-- Saved data entries --
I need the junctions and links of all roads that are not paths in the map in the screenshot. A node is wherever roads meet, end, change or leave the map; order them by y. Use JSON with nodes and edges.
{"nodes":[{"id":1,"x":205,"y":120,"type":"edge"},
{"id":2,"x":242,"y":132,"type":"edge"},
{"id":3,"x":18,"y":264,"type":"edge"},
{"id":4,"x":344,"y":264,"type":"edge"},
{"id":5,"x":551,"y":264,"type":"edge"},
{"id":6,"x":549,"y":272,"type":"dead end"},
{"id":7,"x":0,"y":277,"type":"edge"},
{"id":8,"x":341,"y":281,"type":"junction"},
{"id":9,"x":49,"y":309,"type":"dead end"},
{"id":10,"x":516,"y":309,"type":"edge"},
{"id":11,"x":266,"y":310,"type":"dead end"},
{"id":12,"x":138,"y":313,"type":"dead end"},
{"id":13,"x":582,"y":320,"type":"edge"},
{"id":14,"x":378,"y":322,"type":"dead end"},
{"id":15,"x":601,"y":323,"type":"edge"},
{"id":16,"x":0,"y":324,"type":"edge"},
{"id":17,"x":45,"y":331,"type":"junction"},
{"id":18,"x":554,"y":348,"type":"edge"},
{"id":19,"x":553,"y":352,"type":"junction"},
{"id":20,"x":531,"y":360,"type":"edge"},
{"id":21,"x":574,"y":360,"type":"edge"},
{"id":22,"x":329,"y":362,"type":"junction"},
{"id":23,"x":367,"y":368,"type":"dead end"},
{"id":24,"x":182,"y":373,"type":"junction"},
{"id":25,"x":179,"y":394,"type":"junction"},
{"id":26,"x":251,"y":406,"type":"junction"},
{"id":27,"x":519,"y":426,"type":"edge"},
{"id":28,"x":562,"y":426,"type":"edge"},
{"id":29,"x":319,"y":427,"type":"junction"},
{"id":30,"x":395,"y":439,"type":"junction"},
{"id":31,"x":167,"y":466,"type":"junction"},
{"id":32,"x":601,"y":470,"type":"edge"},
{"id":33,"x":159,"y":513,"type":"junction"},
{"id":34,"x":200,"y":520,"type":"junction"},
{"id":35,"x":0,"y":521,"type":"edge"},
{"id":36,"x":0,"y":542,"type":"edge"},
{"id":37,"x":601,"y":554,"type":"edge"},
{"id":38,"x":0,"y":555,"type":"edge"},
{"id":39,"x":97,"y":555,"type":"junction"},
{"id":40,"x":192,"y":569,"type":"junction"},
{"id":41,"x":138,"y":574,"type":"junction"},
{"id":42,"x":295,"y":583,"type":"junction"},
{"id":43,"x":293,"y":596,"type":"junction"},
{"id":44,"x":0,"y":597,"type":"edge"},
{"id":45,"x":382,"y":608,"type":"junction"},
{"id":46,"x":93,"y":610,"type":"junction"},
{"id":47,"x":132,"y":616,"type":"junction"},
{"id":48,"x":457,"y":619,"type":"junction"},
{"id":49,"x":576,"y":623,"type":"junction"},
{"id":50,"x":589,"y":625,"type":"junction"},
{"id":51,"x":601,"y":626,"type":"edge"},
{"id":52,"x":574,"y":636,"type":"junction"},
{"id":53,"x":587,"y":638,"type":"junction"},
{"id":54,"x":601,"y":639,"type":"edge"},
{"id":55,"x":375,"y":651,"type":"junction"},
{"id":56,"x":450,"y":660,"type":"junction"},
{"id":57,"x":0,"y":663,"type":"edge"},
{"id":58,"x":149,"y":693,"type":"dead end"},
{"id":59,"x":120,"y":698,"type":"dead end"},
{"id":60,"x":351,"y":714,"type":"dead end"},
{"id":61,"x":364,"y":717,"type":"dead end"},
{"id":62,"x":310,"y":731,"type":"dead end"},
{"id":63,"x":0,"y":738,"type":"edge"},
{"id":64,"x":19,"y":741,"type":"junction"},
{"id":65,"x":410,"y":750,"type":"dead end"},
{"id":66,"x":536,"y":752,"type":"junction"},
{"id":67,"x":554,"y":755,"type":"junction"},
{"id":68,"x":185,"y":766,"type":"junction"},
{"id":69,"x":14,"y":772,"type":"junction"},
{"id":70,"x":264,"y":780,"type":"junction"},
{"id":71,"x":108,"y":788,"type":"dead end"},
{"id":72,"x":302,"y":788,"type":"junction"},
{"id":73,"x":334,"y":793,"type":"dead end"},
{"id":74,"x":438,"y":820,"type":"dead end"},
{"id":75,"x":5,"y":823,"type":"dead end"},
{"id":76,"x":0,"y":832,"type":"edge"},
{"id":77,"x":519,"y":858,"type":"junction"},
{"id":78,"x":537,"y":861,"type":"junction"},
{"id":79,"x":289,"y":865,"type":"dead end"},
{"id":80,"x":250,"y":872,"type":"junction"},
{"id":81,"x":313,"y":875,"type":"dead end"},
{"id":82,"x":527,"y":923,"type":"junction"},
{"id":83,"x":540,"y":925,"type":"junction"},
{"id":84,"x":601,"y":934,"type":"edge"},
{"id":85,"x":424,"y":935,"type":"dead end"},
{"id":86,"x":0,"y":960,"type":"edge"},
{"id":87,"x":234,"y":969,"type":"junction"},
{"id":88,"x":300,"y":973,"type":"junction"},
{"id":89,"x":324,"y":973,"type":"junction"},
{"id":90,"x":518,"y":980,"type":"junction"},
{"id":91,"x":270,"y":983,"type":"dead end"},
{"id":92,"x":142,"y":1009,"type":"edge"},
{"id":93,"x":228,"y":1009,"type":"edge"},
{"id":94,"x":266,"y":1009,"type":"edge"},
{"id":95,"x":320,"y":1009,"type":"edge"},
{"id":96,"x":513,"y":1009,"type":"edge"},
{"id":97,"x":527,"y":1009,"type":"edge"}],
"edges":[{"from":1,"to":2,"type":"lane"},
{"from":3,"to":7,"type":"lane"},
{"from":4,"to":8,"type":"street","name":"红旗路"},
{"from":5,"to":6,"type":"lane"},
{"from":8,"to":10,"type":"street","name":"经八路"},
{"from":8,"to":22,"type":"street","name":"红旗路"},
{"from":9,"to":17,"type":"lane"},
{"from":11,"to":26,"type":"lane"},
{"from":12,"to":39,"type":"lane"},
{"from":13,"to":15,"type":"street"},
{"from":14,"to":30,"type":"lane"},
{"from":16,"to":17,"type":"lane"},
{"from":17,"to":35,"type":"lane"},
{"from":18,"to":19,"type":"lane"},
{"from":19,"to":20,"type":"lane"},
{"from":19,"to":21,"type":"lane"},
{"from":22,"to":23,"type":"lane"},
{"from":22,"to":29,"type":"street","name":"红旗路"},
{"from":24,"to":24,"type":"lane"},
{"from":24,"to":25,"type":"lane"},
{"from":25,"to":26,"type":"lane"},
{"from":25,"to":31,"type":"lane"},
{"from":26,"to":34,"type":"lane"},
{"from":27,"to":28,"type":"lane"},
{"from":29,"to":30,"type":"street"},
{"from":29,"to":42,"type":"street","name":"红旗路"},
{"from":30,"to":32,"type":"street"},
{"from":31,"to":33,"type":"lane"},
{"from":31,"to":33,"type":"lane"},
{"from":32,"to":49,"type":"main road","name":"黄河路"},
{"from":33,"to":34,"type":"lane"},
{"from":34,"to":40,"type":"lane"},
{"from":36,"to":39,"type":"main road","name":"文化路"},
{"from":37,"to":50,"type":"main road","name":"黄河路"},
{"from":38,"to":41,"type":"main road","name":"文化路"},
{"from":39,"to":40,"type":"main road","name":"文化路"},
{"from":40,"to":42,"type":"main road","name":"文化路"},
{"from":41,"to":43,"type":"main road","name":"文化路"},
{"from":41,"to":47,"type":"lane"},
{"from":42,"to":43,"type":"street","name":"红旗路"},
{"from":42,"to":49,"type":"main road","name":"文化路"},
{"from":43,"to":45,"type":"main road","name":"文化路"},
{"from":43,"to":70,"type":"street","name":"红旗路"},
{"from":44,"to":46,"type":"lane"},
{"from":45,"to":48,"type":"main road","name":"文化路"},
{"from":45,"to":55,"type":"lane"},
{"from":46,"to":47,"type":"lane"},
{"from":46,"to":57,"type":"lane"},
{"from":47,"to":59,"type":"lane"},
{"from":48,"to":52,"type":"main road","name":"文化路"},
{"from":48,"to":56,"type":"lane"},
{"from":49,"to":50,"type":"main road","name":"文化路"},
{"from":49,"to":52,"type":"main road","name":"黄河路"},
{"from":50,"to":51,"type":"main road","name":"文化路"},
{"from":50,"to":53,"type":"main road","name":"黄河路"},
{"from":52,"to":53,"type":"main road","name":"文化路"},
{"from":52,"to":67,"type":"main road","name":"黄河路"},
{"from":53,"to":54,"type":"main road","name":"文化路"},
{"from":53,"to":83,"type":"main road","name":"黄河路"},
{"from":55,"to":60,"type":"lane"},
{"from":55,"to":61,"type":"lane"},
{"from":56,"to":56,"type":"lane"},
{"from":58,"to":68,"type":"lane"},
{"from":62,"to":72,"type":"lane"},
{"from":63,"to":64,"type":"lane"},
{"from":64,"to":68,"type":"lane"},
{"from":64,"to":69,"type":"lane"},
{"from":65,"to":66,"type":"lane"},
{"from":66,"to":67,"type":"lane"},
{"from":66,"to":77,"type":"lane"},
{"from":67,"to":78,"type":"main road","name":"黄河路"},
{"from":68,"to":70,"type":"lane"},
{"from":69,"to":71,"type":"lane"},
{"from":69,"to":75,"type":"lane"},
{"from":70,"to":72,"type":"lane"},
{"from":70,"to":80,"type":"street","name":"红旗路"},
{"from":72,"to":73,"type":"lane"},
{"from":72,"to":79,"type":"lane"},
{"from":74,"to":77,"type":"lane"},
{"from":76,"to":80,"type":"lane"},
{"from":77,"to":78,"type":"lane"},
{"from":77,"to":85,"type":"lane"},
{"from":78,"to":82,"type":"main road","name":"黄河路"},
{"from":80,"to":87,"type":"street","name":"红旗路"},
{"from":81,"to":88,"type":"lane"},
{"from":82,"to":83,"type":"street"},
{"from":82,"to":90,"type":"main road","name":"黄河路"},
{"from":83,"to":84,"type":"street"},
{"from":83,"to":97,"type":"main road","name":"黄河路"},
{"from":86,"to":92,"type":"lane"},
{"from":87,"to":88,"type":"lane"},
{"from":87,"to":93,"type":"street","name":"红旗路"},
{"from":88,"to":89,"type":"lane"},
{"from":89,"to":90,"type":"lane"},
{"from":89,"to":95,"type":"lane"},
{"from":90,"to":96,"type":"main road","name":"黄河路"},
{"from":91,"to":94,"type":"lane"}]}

-- YOUR TASK --
Where does the string "edges" appear in the records above? Return every line that holds it.

-- SOLUTION BELOW --
I need the junctions and links of all roads that are not paths in the map in the screenshot. A node is wherever roads meet, end, change or leave the map; order them by y. Use JSON with nodes and edges.
"edges":[{"from":1,"to":2,"type":"lane"},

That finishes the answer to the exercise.